Stored data
..........

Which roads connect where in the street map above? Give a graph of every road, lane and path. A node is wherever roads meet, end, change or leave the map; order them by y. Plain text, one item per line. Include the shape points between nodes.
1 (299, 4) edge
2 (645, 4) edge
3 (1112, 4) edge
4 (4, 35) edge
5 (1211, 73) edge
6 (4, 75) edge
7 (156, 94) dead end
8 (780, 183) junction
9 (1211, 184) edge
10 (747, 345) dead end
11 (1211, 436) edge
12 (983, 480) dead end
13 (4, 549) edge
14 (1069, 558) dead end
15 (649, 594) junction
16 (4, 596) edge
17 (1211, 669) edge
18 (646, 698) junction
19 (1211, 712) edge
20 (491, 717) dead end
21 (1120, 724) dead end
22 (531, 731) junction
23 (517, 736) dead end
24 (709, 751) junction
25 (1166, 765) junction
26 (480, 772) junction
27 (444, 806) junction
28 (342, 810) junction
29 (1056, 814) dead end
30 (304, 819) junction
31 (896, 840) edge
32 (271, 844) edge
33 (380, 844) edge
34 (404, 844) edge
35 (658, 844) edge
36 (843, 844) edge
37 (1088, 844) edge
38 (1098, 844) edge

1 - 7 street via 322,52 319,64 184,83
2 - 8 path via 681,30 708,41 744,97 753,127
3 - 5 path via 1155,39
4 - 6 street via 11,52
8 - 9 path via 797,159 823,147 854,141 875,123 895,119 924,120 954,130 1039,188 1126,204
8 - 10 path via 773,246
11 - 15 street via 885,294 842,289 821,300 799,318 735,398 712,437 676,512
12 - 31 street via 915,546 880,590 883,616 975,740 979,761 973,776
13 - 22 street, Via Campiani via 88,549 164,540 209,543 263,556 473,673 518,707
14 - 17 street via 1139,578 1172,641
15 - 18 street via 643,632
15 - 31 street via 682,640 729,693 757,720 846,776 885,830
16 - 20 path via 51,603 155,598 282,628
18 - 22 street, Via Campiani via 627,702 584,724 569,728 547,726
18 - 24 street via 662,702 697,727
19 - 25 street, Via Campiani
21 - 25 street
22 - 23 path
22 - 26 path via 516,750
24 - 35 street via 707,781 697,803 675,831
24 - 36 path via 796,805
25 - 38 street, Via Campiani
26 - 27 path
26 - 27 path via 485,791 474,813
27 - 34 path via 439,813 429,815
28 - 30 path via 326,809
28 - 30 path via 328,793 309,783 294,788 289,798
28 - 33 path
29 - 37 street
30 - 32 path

..........

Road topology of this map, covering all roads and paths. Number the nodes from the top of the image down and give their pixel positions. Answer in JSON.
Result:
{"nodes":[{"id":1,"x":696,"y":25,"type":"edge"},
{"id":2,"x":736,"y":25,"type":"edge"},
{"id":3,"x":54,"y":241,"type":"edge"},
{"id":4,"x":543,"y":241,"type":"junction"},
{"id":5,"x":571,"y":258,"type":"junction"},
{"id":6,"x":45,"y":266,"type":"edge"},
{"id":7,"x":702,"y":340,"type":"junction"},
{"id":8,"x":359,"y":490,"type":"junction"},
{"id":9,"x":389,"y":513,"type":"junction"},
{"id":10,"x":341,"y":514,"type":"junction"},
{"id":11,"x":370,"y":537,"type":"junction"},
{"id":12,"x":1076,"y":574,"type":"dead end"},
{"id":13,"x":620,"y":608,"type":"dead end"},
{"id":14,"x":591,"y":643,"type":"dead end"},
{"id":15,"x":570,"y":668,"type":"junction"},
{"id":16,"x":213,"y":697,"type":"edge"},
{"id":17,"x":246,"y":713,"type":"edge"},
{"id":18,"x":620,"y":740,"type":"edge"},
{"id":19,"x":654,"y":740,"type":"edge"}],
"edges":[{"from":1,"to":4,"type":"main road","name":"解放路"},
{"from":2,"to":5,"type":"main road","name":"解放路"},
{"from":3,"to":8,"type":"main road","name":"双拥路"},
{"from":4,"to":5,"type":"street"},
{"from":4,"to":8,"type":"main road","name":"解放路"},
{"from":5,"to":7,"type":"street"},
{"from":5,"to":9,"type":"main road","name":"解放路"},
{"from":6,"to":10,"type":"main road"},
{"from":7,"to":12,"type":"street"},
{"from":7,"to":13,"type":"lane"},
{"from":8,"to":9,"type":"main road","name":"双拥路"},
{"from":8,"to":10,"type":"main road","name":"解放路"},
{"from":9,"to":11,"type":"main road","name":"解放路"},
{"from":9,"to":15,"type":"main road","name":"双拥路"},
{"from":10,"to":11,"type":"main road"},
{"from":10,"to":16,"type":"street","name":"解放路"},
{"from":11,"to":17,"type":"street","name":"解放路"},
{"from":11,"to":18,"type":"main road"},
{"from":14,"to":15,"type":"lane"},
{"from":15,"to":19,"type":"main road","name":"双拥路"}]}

..........

#### [Work instruction]
Would you filter the records and copy each line that contains the word "nodes"?

#### [Answer to this task]
Which roads connect where in the street map above? Give a graph of every road, lane and path. A node is wherever roads meet, end, change or leave the map; order them by y. Plain text, one item per line. Include the shape points between nodes.
Road topology of this map, covering all roads and paths. Number the nodes from the top of the image down and give their pixel positions. Answer in JSON.
{"nodes":[{"id":1,"x":696,"y":25,"type":"edge"},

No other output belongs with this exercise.